(Collected data)
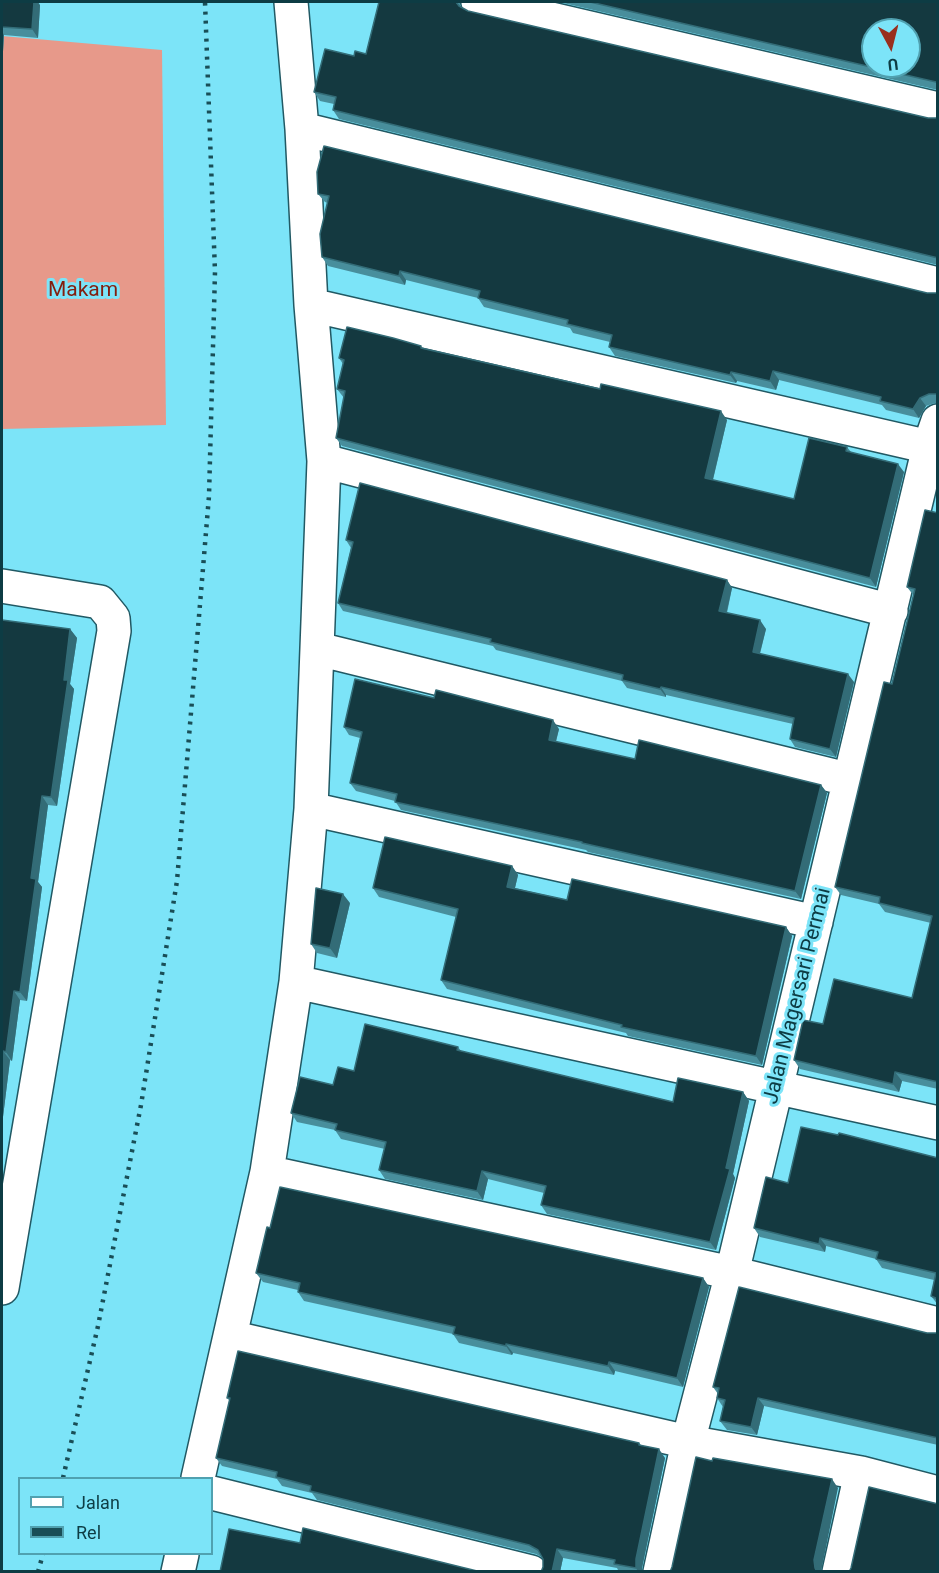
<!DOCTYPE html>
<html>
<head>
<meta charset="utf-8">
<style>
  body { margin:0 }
  #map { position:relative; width:939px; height:1573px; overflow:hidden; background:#7ce4f8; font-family:Roboto,sans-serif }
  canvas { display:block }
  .frame { position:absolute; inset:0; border:3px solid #0d3c44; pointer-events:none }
  .legend { position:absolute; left:18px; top:1477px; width:195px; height:78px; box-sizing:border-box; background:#7ce4f8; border:2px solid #50a1b0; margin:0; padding:8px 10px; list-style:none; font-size:18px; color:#0d3c44 }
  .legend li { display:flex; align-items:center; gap:12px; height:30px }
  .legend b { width:30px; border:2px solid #50a1b0 }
  .north { position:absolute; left:861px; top:18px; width:60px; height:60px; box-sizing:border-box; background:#7ce4f8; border:2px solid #50a1b0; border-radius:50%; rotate:173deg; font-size:16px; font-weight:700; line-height:24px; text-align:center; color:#0d3c44 }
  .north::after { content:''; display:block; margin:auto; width:21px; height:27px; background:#992f1e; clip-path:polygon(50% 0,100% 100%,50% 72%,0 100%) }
</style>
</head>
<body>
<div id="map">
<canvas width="939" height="1573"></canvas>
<div class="frame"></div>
<ul class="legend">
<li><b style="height:8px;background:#fff"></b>Jalan</li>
<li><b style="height:8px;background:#194e57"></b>Rel</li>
</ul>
<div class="north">U</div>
</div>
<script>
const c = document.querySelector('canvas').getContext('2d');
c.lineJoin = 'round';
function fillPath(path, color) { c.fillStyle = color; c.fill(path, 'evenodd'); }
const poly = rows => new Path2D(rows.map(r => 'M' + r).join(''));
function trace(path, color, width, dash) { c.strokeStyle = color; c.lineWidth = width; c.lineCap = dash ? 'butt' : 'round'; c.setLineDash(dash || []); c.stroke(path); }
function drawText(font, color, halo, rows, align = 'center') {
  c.font = font + ' Roboto,sans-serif'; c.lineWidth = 6; c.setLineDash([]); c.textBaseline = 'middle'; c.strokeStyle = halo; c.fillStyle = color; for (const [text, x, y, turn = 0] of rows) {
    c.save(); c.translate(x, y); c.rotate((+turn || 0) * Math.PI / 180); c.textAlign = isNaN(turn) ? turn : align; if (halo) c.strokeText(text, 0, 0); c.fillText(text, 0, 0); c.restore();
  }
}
fillPath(poly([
  [2,36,162,50,166,425,2,429]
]), '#e7998a');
const street = poly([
  [291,2,302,129,311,305,324,461,311,809],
  [478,2,938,109],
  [302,129,938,284],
  [311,305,938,449],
  [324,461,891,611],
  [2,586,100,602,113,618,114,631,2,1288],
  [318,649,851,780],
  [296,982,938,1123],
  [267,1172,732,1273,938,1324],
  [230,1337,688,1442,861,1473,938,1493],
  [198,1478,267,1172,296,982,311,809,816,922],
  [212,1493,531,1572],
  [178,1572,182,1554],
  [660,1572,688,1442,732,1273,929,447,938,421],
  [839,1572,861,1473]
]);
trace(street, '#215964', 36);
trace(street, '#fff', 33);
trace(poly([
  [63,1478,98,1326,141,1105,177,881,209,496,215,272,205,2],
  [38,1572,43,1554]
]), '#194e57', 4.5, [3, 6]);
fillPath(poly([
  [2,2,40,5,38,38,4,35,2,68],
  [460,2,460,7,468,11,928,118,938,118,938,265,339,119,333,110,334,104,320,101,314,92,354,56,366,54],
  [559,2,938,2,938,90],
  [318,194,927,293,938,293,938,403,935,403,926,406,919,418,886,410,882,405,779,380,776,390,737,381,736,383,615,356,609,347,610,342,573,333,570,328,484,307,478,298,406,280,405,285,328,266,322,257,328,203,325,202],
  [423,349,727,420,713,480,794,499,847,447,851,452,904,472,876,587,342,446,336,438,344,398,337,389,343,364,339,358],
  [938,513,938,1089,902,1081,899,1092,800,1069,794,1060,823,1024,912,998,931,923,885,912,879,904,841,895,835,887,892,684,914,596,907,587],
  [346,540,727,580,732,588,727,613,766,629,760,654,854,682,836,757,795,747,790,739,793,724,666,695,666,697,627,688,622,681,496,650,493,646,343,611,338,603,351,548],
  [2,620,70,629,77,638,70,684,74,689,57,806,48,805,38,882,42,887,27,1001,20,1000,12,1061,10,1060,2,1125],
  [344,727,559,729,556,742,635,759,821,785,827,793,801,899,588,852,586,850,401,810,395,801,356,791,350,783,360,738,349,735],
  [512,866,518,875,515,888,567,900,786,927,792,936,762,1065,628,1036,626,1033,447,989,441,980,456,917,379,897,373,888],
  [350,903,337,958,317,953,311,944],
  [458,1047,461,1051,673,1102,743,1092,749,1101,733,1174,735,1178,716,1250,547,1214,541,1205,544,1193,488,1179,483,1200,385,1179,379,1170,385,1149,341,1139,335,1130,297,1122,291,1113,354,1071],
  [938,1158,938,1305,931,1296,934,1280,882,1268,876,1259,826,1246,825,1252,760,1237,754,1228,788,1183],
  [256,1273,703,1278,709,1287,683,1387,615,1371,614,1375,513,1353,512,1355,459,1343,453,1334,304,1301,298,1292,298,1290,263,1282],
  [927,1333,938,1333,938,1445,764,1406,757,1435,727,1430,720,1421,723,1407,717,1398,718,1394,713,1387],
  [227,1398,639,1443,641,1445,665,1458,642,1568,642,1572,619,1572,617,1568,563,1558,560,1572,541,1572,543,1567,543,1558,536,1554,317,1500,312,1493,282,1486,277,1479,222,1466,216,1458,230,1401]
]), '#488e9c');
fillPath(poly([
  [34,2,38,2,40,5,38,38,32,29],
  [2,31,4,35,2,68],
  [400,271,406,280,405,285,399,276],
  [773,371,779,380,776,390,770,381],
  [731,372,737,381,736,383,730,375],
  [920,398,926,406,919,418,913,409],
  [721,411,727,420,711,487,705,478],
  [898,464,904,472,876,587,870,578],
  [727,580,732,588,725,619,719,611],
  [760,620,766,629,758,660,753,652],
  [70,629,77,638,70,684,74,689,57,806,51,797,64,680],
  [848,674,854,682,836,757,830,749],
  [661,687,666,695,666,697,660,689],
  [553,720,559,729,554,748,549,740],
  [821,785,827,793,801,899,795,891],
  [42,796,48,805,38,882,42,887,27,1001,20,992,31,878],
  [512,866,518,875,513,896,507,887],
  [343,894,350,903,337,958,330,948],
  [786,927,792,936,762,1065,756,1056],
  [14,991,20,1000,12,1061,6,1052],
  [3,1051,10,1060,2,1125,2,1066],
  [895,1072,902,1081,899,1092,893,1084],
  [743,1092,749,1101,733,1174,735,1178,716,1250,710,1242],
  [482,1171,488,1179,483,1200,477,1191],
  [820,1238,826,1246,825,1252,819,1244],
  [703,1278,709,1287,683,1387,677,1378],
  [506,1344,513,1353,512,1355,506,1346],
  [609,1362,615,1371,614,1375,608,1366],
  [758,1398,764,1406,757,1435,751,1427],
  [659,1449,665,1458,642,1568,642,1572,638,1572,636,1568,636,1559],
  [832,1479,838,1488,821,1572,817,1572,815,1568,814,1560],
  [557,1549,563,1558,560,1572,552,1572]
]), '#336c77');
const building = poly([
  [2,2,34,2,32,29,2,27,2,2],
  [379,2,456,2,459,6,468,11,928,118,938,118,938,258,333,110,336,97,314,92,325,49,354,56,355,51,366,54,379,2],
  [590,2,938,2,938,83,936,82,590,2],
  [873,30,909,30,909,66,873,66,873,30],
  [324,146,927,293,938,293,938,394,929,394,920,398,913,409,880,401,881,397,773,371,770,381,731,372,730,375,609,347,612,335,567,324,568,320,478,298,480,291,400,271,399,276,322,257,320,234,329,196,318,194,317,172,324,146],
  [347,327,393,338,421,346,421,348,600,389,601,384,721,411,705,478,794,499,809,438,847,447,846,451,898,464,870,578,336,438,345,391,337,389,344,360,339,358,347,327],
  [360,483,727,580,719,611,760,620,753,652,848,674,830,749,790,739,794,718,661,687,660,689,622,680,623,675,490,642,491,639,338,603,353,542,346,540,360,483],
  [925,510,938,513,938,1082,895,1072,893,1084,794,1060,803,1020,823,1024,834,979,912,998,932,916,879,903,880,897,835,887,884,682,892,684,915,589,907,587,925,510],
  [2,620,70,629,64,680,68,680,51,797,42,796,31,878,36,879,20,992,14,991,6,1052,3,1051,2,1066,2,620],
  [355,679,434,698,436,690,553,720,549,740,635,759,639,740,821,785,795,891,582,843,582,842,395,802,397,794,350,783,362,732,344,727,355,679],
  [385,837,512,866,507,887,567,900,572,879,786,927,756,1056,621,1027,622,1025,441,980,458,909,373,888,385,837],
  [316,888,343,894,330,948,311,944,316,888],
  [365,1024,458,1047,457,1050,673,1102,678,1078,743,1092,726,1168,730,1169,710,1242,541,1205,546,1186,482,1171,477,1191,379,1170,386,1142,335,1130,337,1124,291,1113,300,1077,333,1085,338,1067,354,1071,365,1024],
  [801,1127,838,1135,839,1133,938,1158,938,1299,931,1296,936,1273,876,1259,878,1252,820,1238,819,1244,754,1228,766,1177,788,1183,801,1127],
  [280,1187,703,1278,677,1378,609,1362,608,1366,506,1344,506,1346,453,1334,455,1327,298,1292,300,1283,256,1273,267,1227,270,1228,280,1187],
  [739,1287,927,1333,938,1333,938,1438,758,1398,751,1427,720,1421,725,1400,717,1398,719,1388,713,1387,739,1287],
  [238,1351,639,1443,639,1445,659,1449,636,1559,636,1568,614,1564,615,1560,557,1549,552,1572,541,1572,543,1567,543,1559,538,1550,529,1545,310,1491,311,1486,276,1477,277,1472,216,1458,230,1398,227,1398,238,1351],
  [696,1457,712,1461,713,1458,832,1479,814,1560,815,1568,817,1572,670,1572,672,1567,696,1457],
  [869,1487,938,1504,938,1572,849,1572,851,1568,869,1487],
  [303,1528,481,1572,220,1572,229,1529,300,1543,303,1528]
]);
fillPath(building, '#143940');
trace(building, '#336c77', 1.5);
drawText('21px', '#831e0e', '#7ce4f8', [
  ["Makam",83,291]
]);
drawText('21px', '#0d3c44', '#7ce4f8', [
  ["Jalan Magersari Permai",798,996,-76]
]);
</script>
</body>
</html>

• [Task to carry out] Output the lines above between the one holding "width:30px; border:2px solid" and the one holding "const c = document.querySelector('canvas').getContext('2d');", inclusive, with nothing before or after them.

• [Solution]
  .legend b { width:30px; border:2px solid #50a1b0 }
  .north { position:absolute; left:861px; top:18px; width:60px; height:60px; box-sizing:border-box; background:#7ce4f8; border:2px solid #50a1b0; border-radius:50%; rotate:173deg; font-size:16px; font-weight:700; line-height:24px; text-align:center; color:#0d3c44 }
  .north::after { content:''; display:block; margin:auto; width:21px; height:27px; background:#992f1e; clip-path:polygon(50% 0,100% 100%,50% 72%,0 100%) }
</style>
</head>
<body>
<div id="map">
<canvas width="939" height="1573"></canvas>
<div class="frame"></div>
<ul class="legend">
<li><b style="height:8px;background:#fff"></b>Jalan</li>
<li><b style="height:8px;background:#194e57"></b>Rel</li>
</ul>
<div class="north">U</div>
</div>
<script>
const c = document.querySelector('canvas').getContext('2d');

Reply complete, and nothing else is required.